- _AIM OF THE EXERCISE_: All of the records below need to be written out exactly, but without the pictures.

- _PROVIDED ENTRIES_:
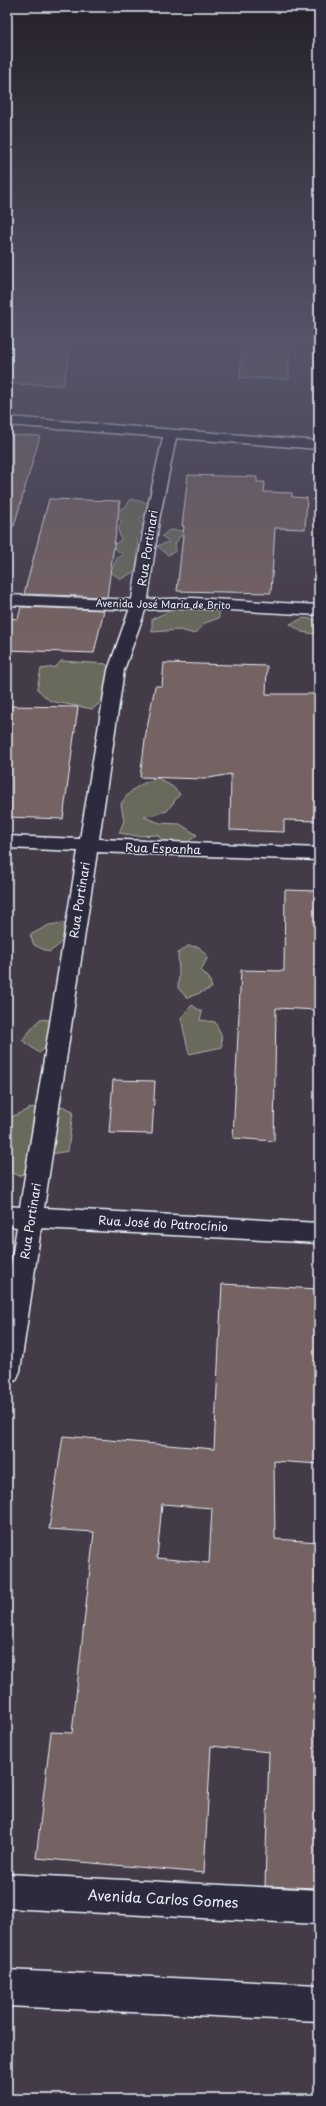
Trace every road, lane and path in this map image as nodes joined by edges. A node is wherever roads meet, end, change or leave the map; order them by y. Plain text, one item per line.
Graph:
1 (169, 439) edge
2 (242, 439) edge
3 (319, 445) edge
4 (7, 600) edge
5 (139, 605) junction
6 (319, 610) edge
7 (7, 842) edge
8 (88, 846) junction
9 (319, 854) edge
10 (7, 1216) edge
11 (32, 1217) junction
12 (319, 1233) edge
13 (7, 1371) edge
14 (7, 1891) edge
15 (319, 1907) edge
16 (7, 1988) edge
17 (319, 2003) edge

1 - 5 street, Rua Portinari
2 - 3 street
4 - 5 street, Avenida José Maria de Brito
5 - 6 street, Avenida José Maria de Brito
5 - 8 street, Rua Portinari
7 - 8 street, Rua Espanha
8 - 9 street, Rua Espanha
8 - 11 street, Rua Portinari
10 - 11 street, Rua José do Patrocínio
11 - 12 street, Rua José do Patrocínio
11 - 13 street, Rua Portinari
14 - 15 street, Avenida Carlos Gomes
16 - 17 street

- _EXERCISE RESULT_:
Trace every road, lane and path in this map image as nodes joined by edges. A node is wherever roads meet, end, change or leave the map; order them by y. Plain text, one item per line.
Graph:
1 (169, 439) edge
2 (242, 439) edge
3 (319, 445) edge
4 (7, 600) edge
5 (139, 605) junction
6 (319, 610) edge
7 (7, 842) edge
8 (88, 846) junction
9 (319, 854) edge
10 (7, 1216) edge
11 (32, 1217) junction
12 (319, 1233) edge
13 (7, 1371) edge
14 (7, 1891) edge
15 (319, 1907) edge
16 (7, 1988) edge
17 (319, 2003) edge

1 - 5 street, Rua Portinari
2 - 3 street
4 - 5 street, Avenida José Maria de Brito
5 - 6 street, Avenida José Maria de Brito
5 - 8 street, Rua Portinari
7 - 8 street, Rua Espanha
8 - 9 street, Rua Espanha
8 - 11 street, Rua Portinari
10 - 11 street, Rua José do Patrocínio
11 - 12 street, Rua José do Patrocínio
11 - 13 street, Rua Portinari
14 - 15 street, Avenida Carlos Gomes
16 - 17 street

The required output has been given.